My condolences to you and your family, SlipNet. The ones who leave us always leave a sort of deep and difficult gift behind, a sort of last bequest or an inheritance, an opportunity for us to learn something, to go deep ourselves. From what I've read of the author Stephen Jenkinson, the gift of grief is that it shows how much love was there, now that the beloved is gone - grief is a way of loving the one who is no longer there. It's a damnably difficult gift, especially at this time of year, and I wish you and yours all the best with opening it. Take care.
 
I am sorry to hear of your Dad’s passing. I hope he has a peaceful transition, I am glad it sounds like he is doing well.

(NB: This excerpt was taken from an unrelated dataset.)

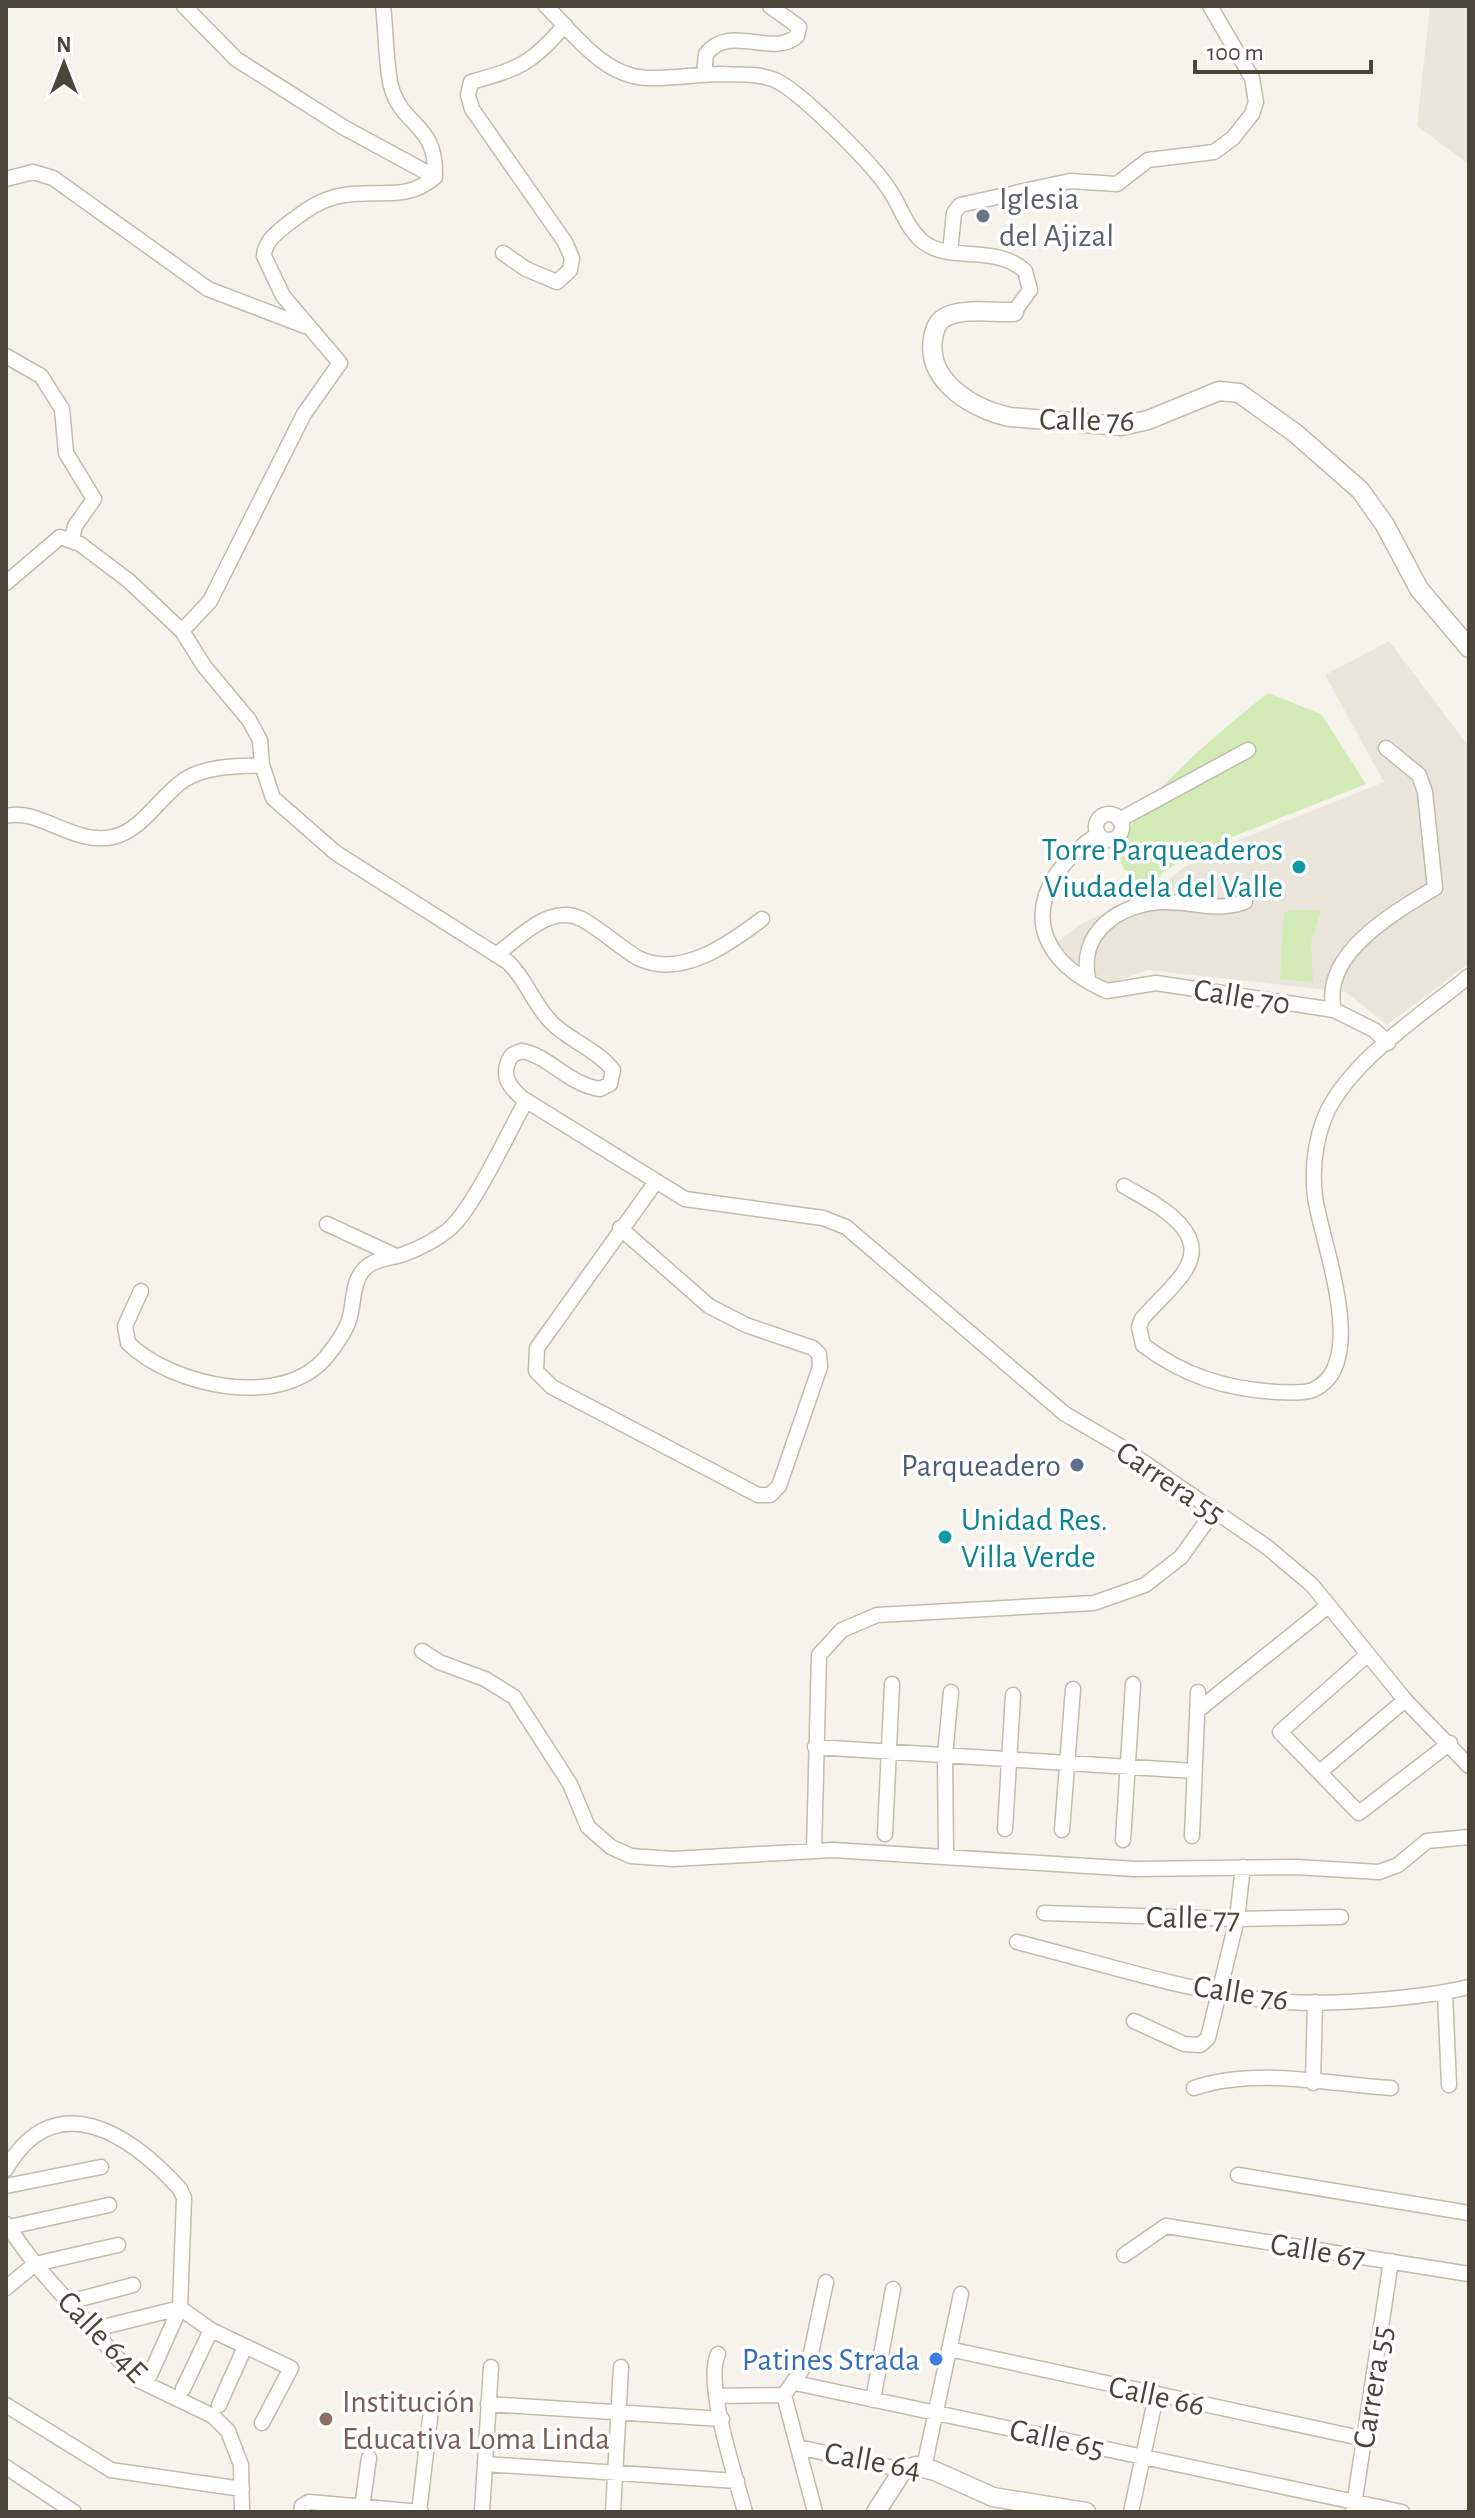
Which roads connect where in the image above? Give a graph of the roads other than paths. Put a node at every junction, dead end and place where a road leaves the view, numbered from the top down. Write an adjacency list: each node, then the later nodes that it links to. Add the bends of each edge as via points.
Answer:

May you and your family be able to come to terms with his passing.
 
i'm hoping your dad didn't have a protracted illness slipnet thus, hopefully, making his transition easier.

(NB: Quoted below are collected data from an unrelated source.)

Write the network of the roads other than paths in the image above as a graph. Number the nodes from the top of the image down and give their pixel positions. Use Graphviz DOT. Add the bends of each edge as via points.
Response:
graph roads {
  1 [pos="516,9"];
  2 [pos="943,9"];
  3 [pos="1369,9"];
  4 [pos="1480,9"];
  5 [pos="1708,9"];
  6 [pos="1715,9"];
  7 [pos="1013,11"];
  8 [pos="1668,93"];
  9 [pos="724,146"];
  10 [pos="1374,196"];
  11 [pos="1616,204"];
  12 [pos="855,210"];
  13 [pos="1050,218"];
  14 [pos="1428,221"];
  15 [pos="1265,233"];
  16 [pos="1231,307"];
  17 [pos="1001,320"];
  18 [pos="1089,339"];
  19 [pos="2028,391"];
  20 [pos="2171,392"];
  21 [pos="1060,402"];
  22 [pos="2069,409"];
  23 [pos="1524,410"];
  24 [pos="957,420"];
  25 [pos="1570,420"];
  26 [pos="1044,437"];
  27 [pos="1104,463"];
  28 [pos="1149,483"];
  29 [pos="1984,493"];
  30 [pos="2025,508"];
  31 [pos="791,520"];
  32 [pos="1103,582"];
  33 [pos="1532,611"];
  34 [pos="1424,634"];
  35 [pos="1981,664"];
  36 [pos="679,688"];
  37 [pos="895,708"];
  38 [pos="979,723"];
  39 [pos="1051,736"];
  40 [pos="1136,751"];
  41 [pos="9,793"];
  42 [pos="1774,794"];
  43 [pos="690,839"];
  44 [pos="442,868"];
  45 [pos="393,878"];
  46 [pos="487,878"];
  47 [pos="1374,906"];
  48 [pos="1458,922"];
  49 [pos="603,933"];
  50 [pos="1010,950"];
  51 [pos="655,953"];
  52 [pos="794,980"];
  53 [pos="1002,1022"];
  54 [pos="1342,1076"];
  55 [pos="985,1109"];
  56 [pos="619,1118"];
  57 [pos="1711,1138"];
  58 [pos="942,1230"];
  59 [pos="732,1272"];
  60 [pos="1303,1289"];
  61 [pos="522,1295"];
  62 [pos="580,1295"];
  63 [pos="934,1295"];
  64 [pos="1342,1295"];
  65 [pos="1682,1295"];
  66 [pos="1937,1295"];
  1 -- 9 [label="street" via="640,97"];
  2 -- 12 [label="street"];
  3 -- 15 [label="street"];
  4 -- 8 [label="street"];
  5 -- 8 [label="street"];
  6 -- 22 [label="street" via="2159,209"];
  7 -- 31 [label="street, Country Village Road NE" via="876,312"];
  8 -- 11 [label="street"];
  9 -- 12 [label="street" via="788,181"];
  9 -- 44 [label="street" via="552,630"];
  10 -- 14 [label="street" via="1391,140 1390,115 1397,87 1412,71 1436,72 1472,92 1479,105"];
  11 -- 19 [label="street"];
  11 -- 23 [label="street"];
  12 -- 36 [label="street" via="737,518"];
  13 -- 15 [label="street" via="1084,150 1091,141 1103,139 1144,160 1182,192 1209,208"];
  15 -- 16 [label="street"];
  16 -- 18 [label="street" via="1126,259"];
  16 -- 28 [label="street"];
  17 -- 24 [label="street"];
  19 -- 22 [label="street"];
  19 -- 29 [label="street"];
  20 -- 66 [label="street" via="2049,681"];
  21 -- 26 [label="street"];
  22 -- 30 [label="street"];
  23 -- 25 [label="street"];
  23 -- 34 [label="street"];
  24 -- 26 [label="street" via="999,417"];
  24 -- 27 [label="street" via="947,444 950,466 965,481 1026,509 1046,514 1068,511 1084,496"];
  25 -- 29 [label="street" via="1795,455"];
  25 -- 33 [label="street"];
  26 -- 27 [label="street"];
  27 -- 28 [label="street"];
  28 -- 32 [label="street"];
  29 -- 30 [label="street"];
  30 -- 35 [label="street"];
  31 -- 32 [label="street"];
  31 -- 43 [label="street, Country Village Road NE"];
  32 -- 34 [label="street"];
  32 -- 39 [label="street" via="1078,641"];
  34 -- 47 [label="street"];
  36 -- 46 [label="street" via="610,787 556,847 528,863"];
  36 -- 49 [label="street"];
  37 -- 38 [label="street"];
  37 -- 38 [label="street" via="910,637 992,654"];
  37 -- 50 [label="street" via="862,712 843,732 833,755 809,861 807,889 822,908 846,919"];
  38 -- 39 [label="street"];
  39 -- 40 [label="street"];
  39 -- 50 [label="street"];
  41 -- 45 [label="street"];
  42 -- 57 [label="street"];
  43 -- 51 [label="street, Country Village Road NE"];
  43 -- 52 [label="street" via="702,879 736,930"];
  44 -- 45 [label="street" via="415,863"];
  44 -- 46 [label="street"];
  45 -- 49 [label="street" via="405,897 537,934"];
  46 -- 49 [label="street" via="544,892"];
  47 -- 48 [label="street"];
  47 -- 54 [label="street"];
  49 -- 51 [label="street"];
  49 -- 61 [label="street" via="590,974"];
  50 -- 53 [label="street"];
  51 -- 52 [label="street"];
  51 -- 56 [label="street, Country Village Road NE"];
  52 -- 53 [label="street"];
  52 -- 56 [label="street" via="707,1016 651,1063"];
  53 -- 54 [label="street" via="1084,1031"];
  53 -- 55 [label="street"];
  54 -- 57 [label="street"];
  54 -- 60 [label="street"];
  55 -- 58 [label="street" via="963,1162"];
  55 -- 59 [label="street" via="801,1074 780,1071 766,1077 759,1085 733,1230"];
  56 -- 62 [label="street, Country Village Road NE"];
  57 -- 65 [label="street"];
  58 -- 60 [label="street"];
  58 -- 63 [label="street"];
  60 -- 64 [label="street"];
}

get yourself out into the beautiful welsh countryside and talk to your dad there. tell him everything, nothing left unsaid. no need for external consideration now. the welsh earth carries haunting beauty and ancient memories which you are a part of, as was your dad. you will surely find peace there.
best regards to you and all your family at this very sad time.
 
i'm hoping your dad didn't have a protracted illness slipnet thus, hopefully, making his transition easier.
get yourself out into the beautiful welsh countryside and talk to your dad there. tell him everything, nothing left unsaid. no need for external consideration now. the welsh earth carries haunting beauty and ancient memories which you are a part of, as was your dad. you will surely find peace there.
best regards to you and all your family at this very sad time.

He had health problems, mainly a chest infection, and he couldn't walk in the final weeks. At least the cardiac arrest made his suffering brief in the end. Yeah, Wales is a country with a melancholic air to it, no idea why, but I've always sensed it. I was very tactful in my words to dad last night; maybe I'll say more tonight, when I can unveil myself and communicate fully. I went for a winter walk last night, all swirling winds which dashed my thoughts and made me concentrate on the world around me. As for my family, well we'll pull together, as we always do. In my recent times we've lost 2 uncles, 2 aunts and a cousin. We're well used to this grief, but losing your dad hits harder, because you're closer. Christmas this year will be permeated by a sense of absence, that's for sure.